Collected data
/---
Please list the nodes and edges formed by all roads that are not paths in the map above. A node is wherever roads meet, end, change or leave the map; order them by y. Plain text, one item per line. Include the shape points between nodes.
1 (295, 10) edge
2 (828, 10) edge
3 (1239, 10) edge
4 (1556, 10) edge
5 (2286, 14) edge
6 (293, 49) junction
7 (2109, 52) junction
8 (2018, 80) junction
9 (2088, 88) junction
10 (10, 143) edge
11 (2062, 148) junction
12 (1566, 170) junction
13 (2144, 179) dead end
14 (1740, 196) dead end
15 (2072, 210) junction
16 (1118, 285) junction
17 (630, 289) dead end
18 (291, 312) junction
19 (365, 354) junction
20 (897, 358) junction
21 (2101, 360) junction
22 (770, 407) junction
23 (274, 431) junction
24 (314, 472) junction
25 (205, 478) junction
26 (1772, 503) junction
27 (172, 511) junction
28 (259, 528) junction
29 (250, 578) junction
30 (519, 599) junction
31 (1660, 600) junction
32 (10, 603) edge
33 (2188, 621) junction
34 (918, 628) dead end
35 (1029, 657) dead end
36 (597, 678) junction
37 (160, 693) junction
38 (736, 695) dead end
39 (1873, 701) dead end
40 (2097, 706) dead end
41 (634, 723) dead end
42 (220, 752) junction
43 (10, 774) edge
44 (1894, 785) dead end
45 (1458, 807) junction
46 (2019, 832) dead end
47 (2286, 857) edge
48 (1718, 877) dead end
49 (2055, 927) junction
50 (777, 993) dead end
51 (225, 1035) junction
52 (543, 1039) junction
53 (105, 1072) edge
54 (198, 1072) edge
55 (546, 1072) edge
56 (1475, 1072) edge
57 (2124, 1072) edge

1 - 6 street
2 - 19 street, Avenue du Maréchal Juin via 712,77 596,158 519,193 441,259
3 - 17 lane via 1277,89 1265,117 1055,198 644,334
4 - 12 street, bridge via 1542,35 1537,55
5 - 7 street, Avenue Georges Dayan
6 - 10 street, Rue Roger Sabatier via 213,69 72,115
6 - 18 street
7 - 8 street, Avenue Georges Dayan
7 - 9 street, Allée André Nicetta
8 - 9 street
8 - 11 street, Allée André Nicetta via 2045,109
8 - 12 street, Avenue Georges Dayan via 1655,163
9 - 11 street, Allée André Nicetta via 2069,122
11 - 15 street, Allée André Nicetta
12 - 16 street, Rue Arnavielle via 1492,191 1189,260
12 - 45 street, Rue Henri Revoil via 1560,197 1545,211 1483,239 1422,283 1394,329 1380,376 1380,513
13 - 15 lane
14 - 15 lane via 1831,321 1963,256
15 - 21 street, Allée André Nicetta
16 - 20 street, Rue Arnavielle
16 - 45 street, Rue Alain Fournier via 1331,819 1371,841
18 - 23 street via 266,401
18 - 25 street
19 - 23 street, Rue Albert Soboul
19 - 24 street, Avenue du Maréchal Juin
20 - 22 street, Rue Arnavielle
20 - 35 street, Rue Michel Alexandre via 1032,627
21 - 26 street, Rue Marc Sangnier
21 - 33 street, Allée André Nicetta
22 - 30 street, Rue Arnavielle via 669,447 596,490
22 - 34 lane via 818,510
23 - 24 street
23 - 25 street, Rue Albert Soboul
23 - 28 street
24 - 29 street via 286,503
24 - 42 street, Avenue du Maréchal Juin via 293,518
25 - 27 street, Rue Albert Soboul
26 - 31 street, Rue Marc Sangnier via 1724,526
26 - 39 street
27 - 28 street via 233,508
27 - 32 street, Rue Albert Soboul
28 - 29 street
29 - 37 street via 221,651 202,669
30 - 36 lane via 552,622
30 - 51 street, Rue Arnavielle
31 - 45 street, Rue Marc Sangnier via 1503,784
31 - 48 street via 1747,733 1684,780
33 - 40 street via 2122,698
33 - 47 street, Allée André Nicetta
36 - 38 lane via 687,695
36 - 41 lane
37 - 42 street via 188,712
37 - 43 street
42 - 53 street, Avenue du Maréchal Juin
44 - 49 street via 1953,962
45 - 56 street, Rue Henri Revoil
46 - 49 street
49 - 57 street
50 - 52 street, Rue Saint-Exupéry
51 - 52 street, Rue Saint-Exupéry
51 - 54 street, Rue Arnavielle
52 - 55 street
\---
▶ [Task prompt] Find every line in the records above that contains the word "Juin", and copy each one.

▶ [Solution]
2 - 19 street, Avenue du Maréchal Juin via 712,77 596,158 519,193 441,259
19 - 24 street, Avenue du Maréchal Juin
24 - 42 street, Avenue du Maréchal Juin via 293,518
42 - 53 street, Avenue du Maréchal Juin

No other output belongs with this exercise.